До новой темницы – тридцать саженей. Тридцать саженей неба и света, последнего неба, последнего света.
Их толкнули во тьму, они упали больно, но на мягкое. Ощупали – земля. Сильно пахло землей.
– Покормите их! – приказал дьяк. В яму бросили полдюжины сухарей.
– Воды бы испить! – попросила Евдокия.
– Будет вам и вода, – сказал Кузмищев, посмеиваясь. – Завтра. Не желали жить боярынями да княгинями – живите червями!
И пошло. Завтра вода, а сухари послезавтра. Послепослезавтра – по морковке да по соленому огурцу. И совсем забыли, а вспомнив, опустили на веревке ведро воды. Пейте, сколько влезет. А чтоб оставить хоть ковш на завтра – налить не в чего. Единственная посудина – горсть.

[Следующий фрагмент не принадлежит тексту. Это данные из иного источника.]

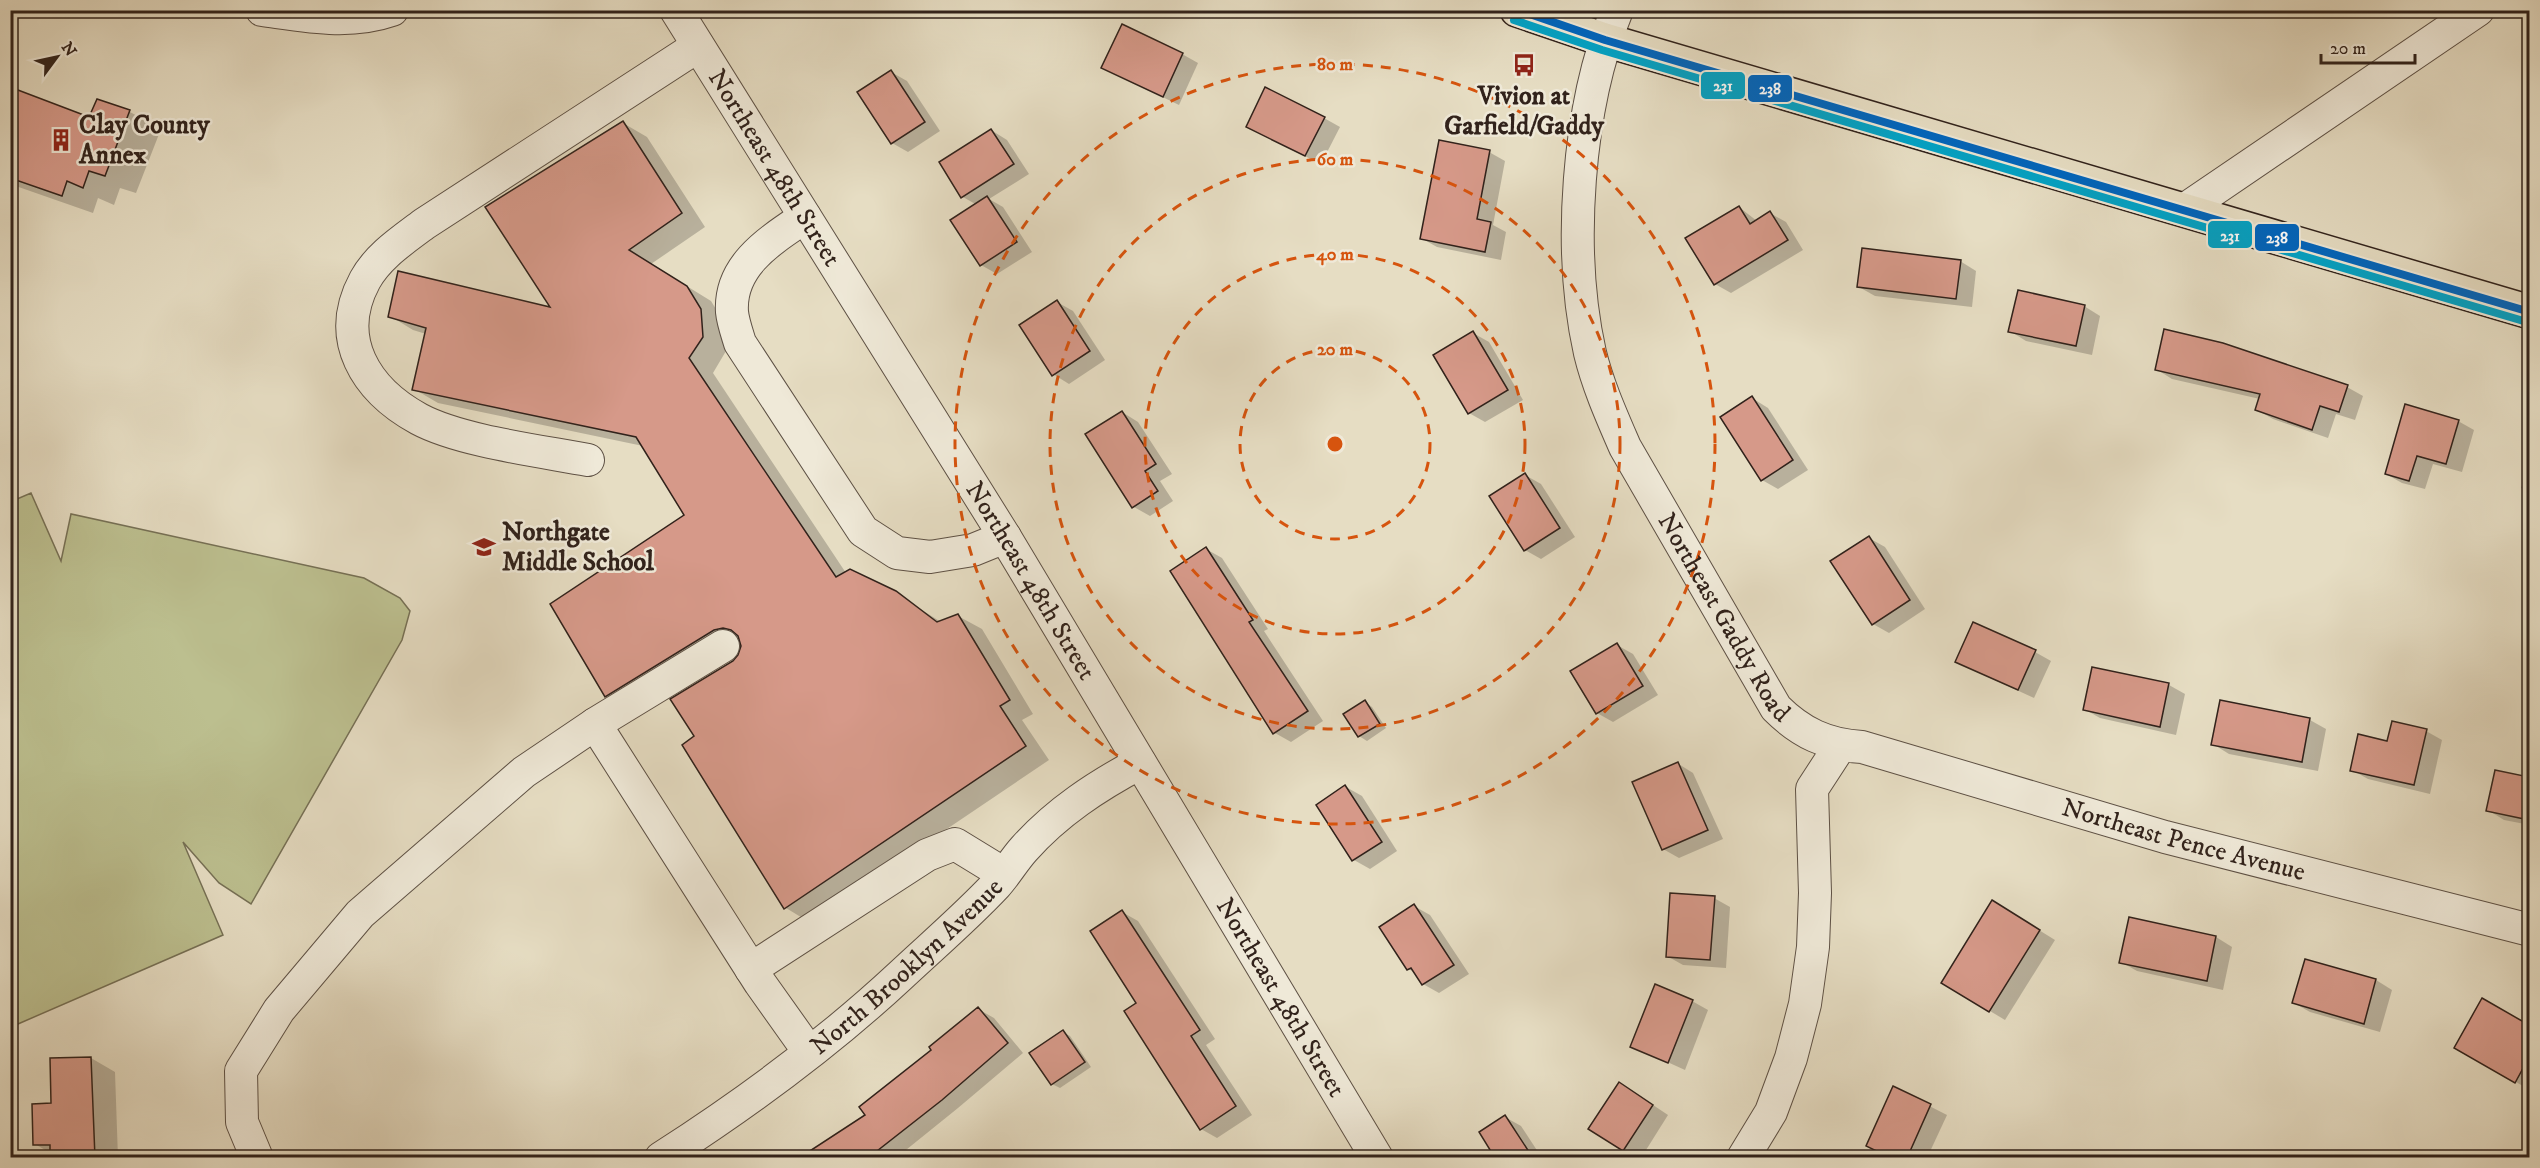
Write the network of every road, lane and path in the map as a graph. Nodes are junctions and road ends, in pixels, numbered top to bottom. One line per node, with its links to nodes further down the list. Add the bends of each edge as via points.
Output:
1 (262, 10): 2 (street, via 330,19 367,19)
2 (392, 10)
3 (676, 10): 8 (street, Northeast 48th Street)
4 (1517, 10): 7 (main road)
5 (1617, 10): 7 (street, Northeast Gaddy Road)
6 (2478, 10): 9 (street)
7 (1605, 40): 9 (main road); 16 (street, Northeast Gaddy Road, via 1586,133 1577,257 1581,306 1606,402 1625,447 1776,708 1811,736)
8 (698, 46): 10 (street, Northeast 48th Street); 12 (street, via 424,224 382,257 365,280 354,310 351,339 365,373 387,398 420,420 460,434)
9 (2184, 210): 11 (main road)
10 (805, 217): 13 (street, Northeast 48th Street); 13 (street, via 749,260 736,280 732,311 740,343 863,531 897,553 930,558 973,550)
11 (2529, 312)
12 (588, 460)
13 (1005, 537): 17 (street, Northeast 48th Street)
14 (723, 646): 15 (street)
15 (596, 724): 20 (street); 22 (street, via 524,772 360,914 279,1010 241,1071 242,1122)
16 (1840, 746): 19 (street, Northeast Pence Avenue, via 1862,747 2165,837); 25 (street, via 1812,789 1815,893 1805,1004 1771,1112)
17 (1140, 763): 18 (street, North Brooklyn Avenue, via 1098,786 1059,815); 24 (street, Northeast 48th Street)
18 (1004, 874): 20 (street, via 955,844 927,855); 21 (street, North Brooklyn Avenue, via 898,978)
19 (2529, 930)
20 (751, 969): 21 (street)
21 (809, 1052): 23 (street, North Brooklyn Avenue)
22 (257, 1158)
23 (661, 1158)
24 (1377, 1158)
25 (1743, 1158)

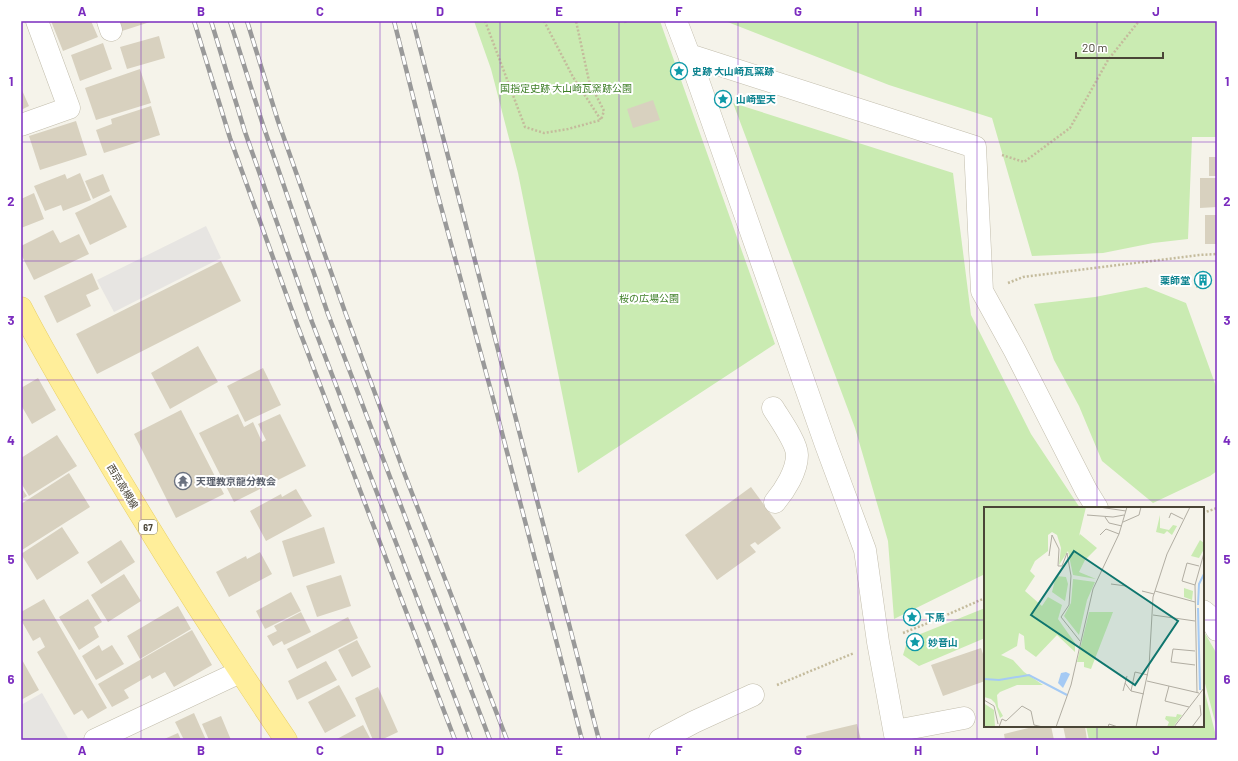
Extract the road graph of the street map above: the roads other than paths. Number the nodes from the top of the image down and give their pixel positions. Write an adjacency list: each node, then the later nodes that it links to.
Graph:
1 (37, 21): 4 (street)
2 (676, 21): 3 (street)
3 (689, 55): 7 (street); 10 (street)
4 (21, 126)
5 (21, 308): 13 (main road, 西京高槻線 / 67)
6 (773, 408): 8 (street)
7 (826, 445): 8 (street); 16 (street)
8 (797, 454): 9 (street)
9 (775, 502)
10 (1096, 507)
11 (1204, 612): 12 (street)
12 (1217, 630)
13 (240, 672): 17 (street); 18 (main road, 西京高槻線 / 67)
14 (753, 695): 19 (street)
15 (964, 718): 16 (street)
16 (896, 736)
17 (95, 740)
18 (286, 740)
19 (660, 740)

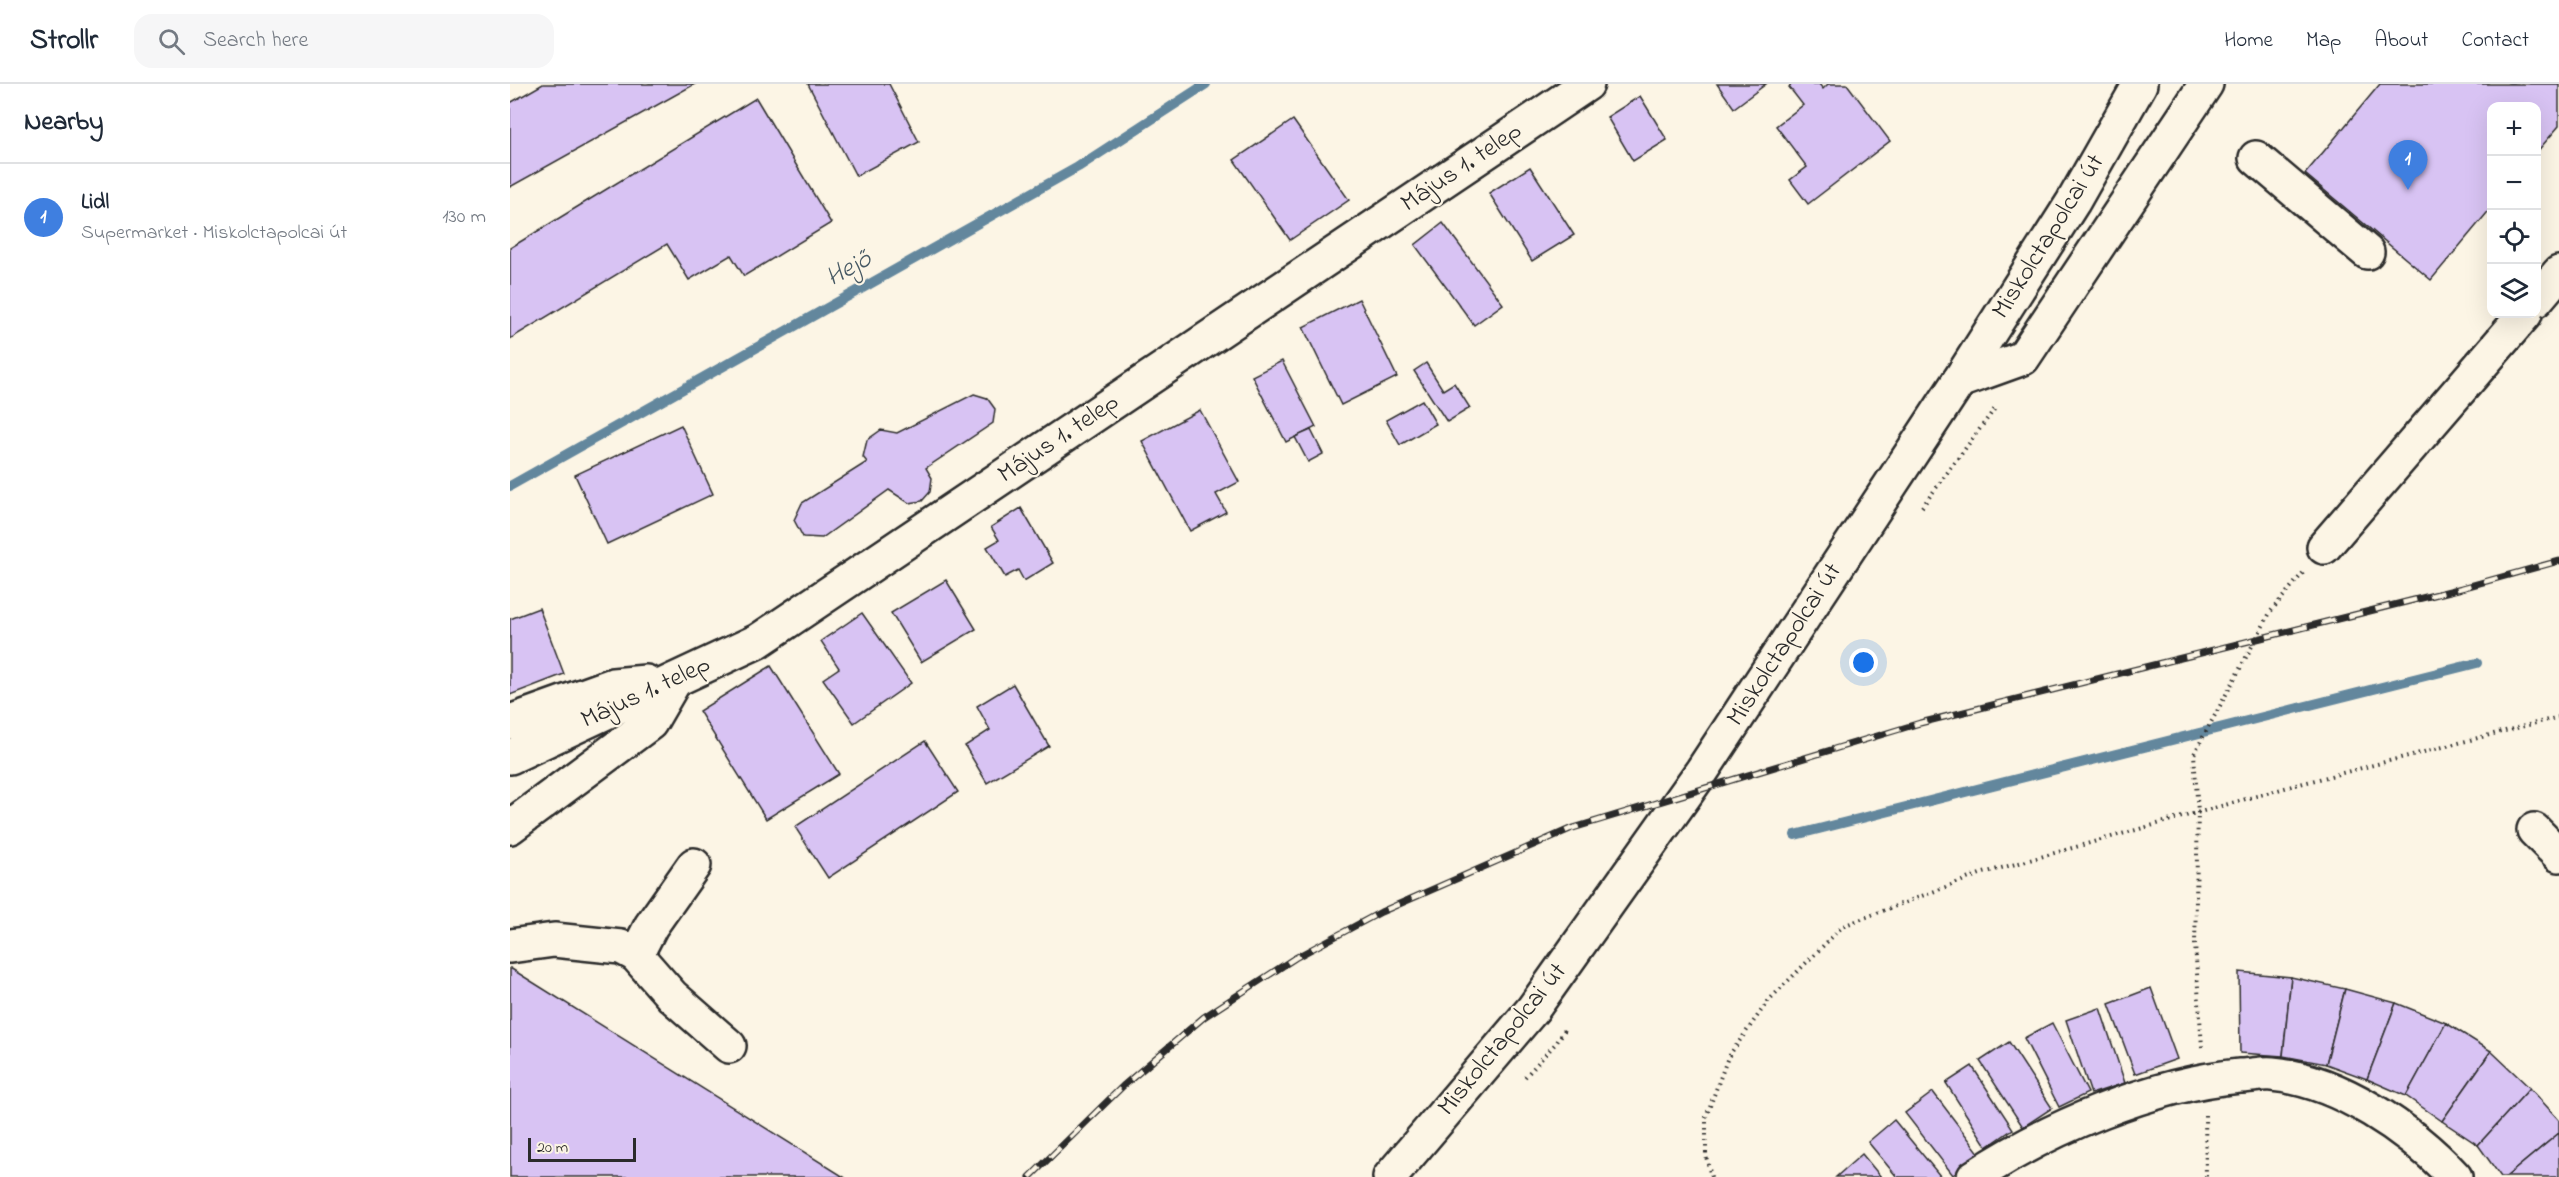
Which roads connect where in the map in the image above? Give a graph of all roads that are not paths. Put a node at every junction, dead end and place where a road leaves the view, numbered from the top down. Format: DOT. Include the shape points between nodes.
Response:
graph roads {
  1 [pos="1587,84"];
  2 [pos="2140,84"];
  3 [pos="2206,84"];
  4 [pos="2256,158"];
  5 [pos="2367,252"];
  6 [pos="2559,273"];
  7 [pos="2541,294"];
  8 [pos="2522,318"];
  9 [pos="1959,381"];
  10 [pos="2324,547"];
  11 [pos="675,680"];
  12 [pos="510,722"];
  13 [pos="510,757"];
  14 [pos="510,827"];
  15 [pos="2534,830"];
  16 [pos="2559,855"];
  17 [pos="694,865"];
  18 [pos="510,946"];
  19 [pos="636,955"];
  20 [pos="729,1046"];
  21 [pos="1390,1177"];
  22 [pos="1974,1177"];
  23 [pos="2455,1177"];
  1 -- 11 [label="street, Május 1. telep" via="758,641"];
  2 -- 9 [label="street, Miskolctapolcai út" via="2073,202"];
  3 -- 9 [label="street" via="2023,358"];
  4 -- 5 [label="street"];
  6 -- 7 [label="street"];
  8 -- 10 [label="street"];
  9 -- 21 [label="street, Miskolctapolcai út" via="1702,771 1533,1009"];
  11 -- 12 [label="street" via="613,685"];
  11 -- 13 [label="street, Május 1. telep"];
  11 -- 14 [label="street" via="650,723"];
  15 -- 16 [label="street"];
  17 -- 19 [label="street" via="651,926"];
  18 -- 19 [label="street" via="554,940 621,947"];
  19 -- 20 [label="street" via="672,996"];
  22 -- 23 [label="street" via="2015,1150 2137,1098 2205,1079 2272,1074 2320,1085 2385,1117 2431,1151"];
}
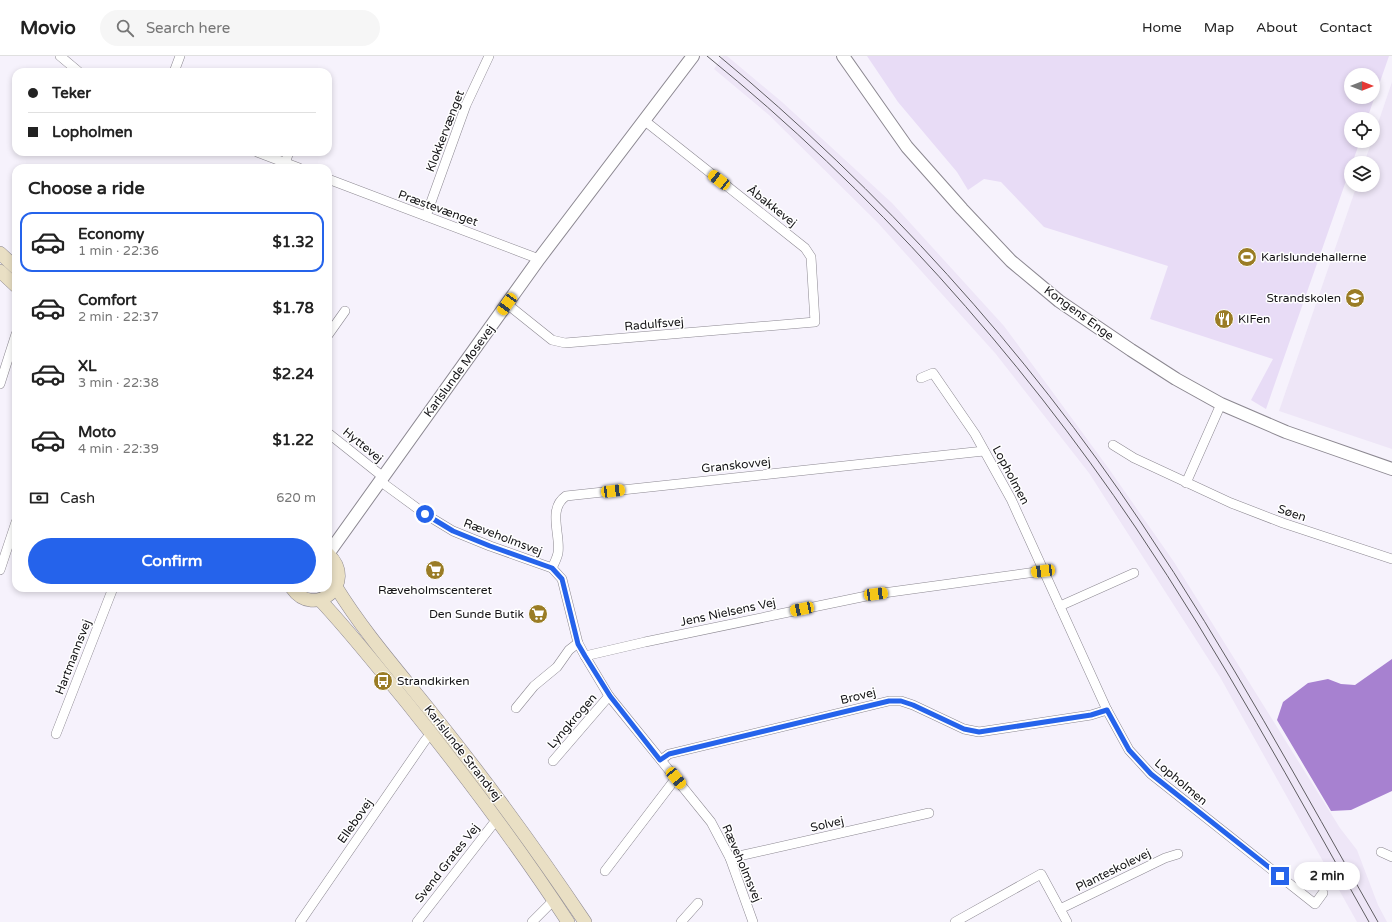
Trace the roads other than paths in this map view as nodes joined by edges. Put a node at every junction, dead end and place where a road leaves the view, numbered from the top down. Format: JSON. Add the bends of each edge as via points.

– Величает нас Господь, Исус Сладчайший, своими муками! – крикнула Евдокия тюремщикам, а они люди подневольные, да ведь и храбрые. Один принес в шапке огурцов молоденьких, кинул, а сам руками показывает: скорее подберите.
– И огурца явно съесть не смей! – У Феодоры глаза были сухие, в словах разверзлась могила.
– Расскажи житие преподобного, какое на ум придет! – попросила Евдокия.
– Прохора Лебядника помнишь? Кормил киевлян в голод хлебом из лебеды. Украдут у него каравай – есть нельзя, горек. А который старец благословит – сладок.
– Помню, преподобный еще золу в соль обращал… Ах, и нам бы Бог дал!
– Молчи, глупая! Молчи, миленькая! Неужто тебе слаще жизнь в яме, нежели вечная, пред Господом?
– Торопиться не хочу… Чашу жизни нужно выпивать досуха.
– Помолимся, Евдокиюшка. Пусть остаток дней наших станет молитвой.
Клали поклоны, сколько было сил. От земляного тяжкого духа давило грудь. Валились замертво.
– Чего ради Алексей так яро гонит нас? – возопила однажды Евдокия.
– Мы бельмо ему на правый глаз, а батюшка Аввакум со товарищи – на левый.
Евдокию шатало, но она поднялась. Лицо изможденное, головой клюет, будто в сон ее кидает.
– Федосья! Се могила наша! Ты погляди! – Кинулась к земляной стене, драла ногтями. – Федосья! Федосья! Земля смертью пахнет. Федосья! Да сделай же ты хоть что-нибудь!
– Опамятуйся! Прочь, Сатана, прочь! – Крикнула грозно, а рука легла на сестрицыну голову ласково. – Земля, Евдокиюшка, кормилица.
– Душно, Федосья! Я скоро умру.
– Ну и слава богу! Будешь пред Господом первой. Становись на правило. Срамно нам врага тешить. Было время, в банях духмяными парами себя баловали, угождали телесам вениками, втиранием ароматов. Слава Господу – ныне в телесной грязи перед ним, светом, но в чистоте душевной. В твою душеньку, милая, можно глядеться. Как зеркало сияет.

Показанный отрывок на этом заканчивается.